◆ **Exercise**:
Each line below needs to be duplicated without alteration.

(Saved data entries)
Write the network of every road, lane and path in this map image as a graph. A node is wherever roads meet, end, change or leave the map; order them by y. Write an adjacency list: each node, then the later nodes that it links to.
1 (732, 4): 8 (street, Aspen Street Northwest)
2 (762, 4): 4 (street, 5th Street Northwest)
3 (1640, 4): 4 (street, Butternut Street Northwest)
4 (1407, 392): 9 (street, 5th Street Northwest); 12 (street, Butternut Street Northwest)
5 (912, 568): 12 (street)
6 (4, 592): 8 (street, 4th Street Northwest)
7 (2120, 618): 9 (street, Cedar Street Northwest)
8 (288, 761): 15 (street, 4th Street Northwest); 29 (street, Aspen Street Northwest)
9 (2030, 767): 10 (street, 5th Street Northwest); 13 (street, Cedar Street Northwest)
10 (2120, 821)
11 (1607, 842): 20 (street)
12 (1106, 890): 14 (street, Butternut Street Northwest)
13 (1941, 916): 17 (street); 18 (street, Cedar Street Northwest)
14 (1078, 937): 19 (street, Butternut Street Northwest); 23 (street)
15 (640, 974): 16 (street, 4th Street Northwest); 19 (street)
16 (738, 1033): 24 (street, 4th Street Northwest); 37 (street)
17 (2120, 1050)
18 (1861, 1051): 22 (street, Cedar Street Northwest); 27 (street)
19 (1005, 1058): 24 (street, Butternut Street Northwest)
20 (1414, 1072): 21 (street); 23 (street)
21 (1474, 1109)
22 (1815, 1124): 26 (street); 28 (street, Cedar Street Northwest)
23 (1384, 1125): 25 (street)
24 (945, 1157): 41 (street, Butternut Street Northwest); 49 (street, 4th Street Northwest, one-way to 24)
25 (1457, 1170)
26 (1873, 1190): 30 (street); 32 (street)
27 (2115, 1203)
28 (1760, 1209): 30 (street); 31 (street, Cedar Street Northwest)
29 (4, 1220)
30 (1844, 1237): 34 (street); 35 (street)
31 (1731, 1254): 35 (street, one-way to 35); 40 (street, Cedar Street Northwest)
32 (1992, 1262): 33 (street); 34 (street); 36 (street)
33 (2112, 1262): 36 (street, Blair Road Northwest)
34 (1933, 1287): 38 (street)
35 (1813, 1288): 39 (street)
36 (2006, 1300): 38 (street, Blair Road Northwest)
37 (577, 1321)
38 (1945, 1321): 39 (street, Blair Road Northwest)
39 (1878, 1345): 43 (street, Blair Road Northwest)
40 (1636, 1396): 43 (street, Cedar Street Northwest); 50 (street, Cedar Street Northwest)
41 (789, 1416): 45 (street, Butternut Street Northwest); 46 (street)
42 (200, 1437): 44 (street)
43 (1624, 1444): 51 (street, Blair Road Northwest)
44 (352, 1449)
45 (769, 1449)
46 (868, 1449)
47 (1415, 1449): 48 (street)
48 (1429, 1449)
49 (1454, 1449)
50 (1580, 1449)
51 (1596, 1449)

◆ **Answer box**:
Write the network of every road, lane and path in this map image as a graph. A node is wherever roads meet, end, change or leave the map; order them by y. Write an adjacency list: each node, then the later nodes that it links to.
1 (732, 4): 8 (street, Aspen Street Northwest)
2 (762, 4): 4 (street, 5th Street Northwest)
3 (1640, 4): 4 (street, Butternut Street Northwest)
4 (1407, 392): 9 (street, 5th Street Northwest); 12 (street, Butternut Street Northwest)
5 (912, 568): 12 (street)
6 (4, 592): 8 (street, 4th Street Northwest)
7 (2120, 618): 9 (street, Cedar Street Northwest)
8 (288, 761): 15 (street, 4th Street Northwest); 29 (street, Aspen Street Northwest)
9 (2030, 767): 10 (street, 5th Street Northwest); 13 (street, Cedar Street Northwest)
10 (2120, 821)
11 (1607, 842): 20 (street)
12 (1106, 890): 14 (street, Butternut Street Northwest)
13 (1941, 916): 17 (street); 18 (street, Cedar Street Northwest)
14 (1078, 937): 19 (street, Butternut Street Northwest); 23 (street)
15 (640, 974): 16 (street, 4th Street Northwest); 19 (street)
16 (738, 1033): 24 (street, 4th Street Northwest); 37 (street)
17 (2120, 1050)
18 (1861, 1051): 22 (street, Cedar Street Northwest); 27 (street)
19 (1005, 1058): 24 (street, Butternut Street Northwest)
20 (1414, 1072): 21 (street); 23 (street)
21 (1474, 1109)
22 (1815, 1124): 26 (street); 28 (street, Cedar Street Northwest)
23 (1384, 1125): 25 (street)
24 (945, 1157): 41 (street, Butternut Street Northwest); 49 (street, 4th Street Northwest, one-way to 24)
25 (1457, 1170)
26 (1873, 1190): 30 (street); 32 (street)
27 (2115, 1203)
28 (1760, 1209): 30 (street); 31 (street, Cedar Street Northwest)
29 (4, 1220)
30 (1844, 1237): 34 (street); 35 (street)
31 (1731, 1254): 35 (street, one-way to 35); 40 (street, Cedar Street Northwest)
32 (1992, 1262): 33 (street); 34 (street); 36 (street)
33 (2112, 1262): 36 (street, Blair Road Northwest)
34 (1933, 1287): 38 (street)
35 (1813, 1288): 39 (street)
36 (2006, 1300): 38 (street, Blair Road Northwest)
37 (577, 1321)
38 (1945, 1321): 39 (street, Blair Road Northwest)
39 (1878, 1345): 43 (street, Blair Road Northwest)
40 (1636, 1396): 43 (street, Cedar Street Northwest); 50 (street, Cedar Street Northwest)
41 (789, 1416): 45 (street, Butternut Street Northwest); 46 (street)
42 (200, 1437): 44 (street)
43 (1624, 1444): 51 (street, Blair Road Northwest)
44 (352, 1449)
45 (769, 1449)
46 (868, 1449)
47 (1415, 1449): 48 (street)
48 (1429, 1449)
49 (1454, 1449)
50 (1580, 1449)
51 (1596, 1449)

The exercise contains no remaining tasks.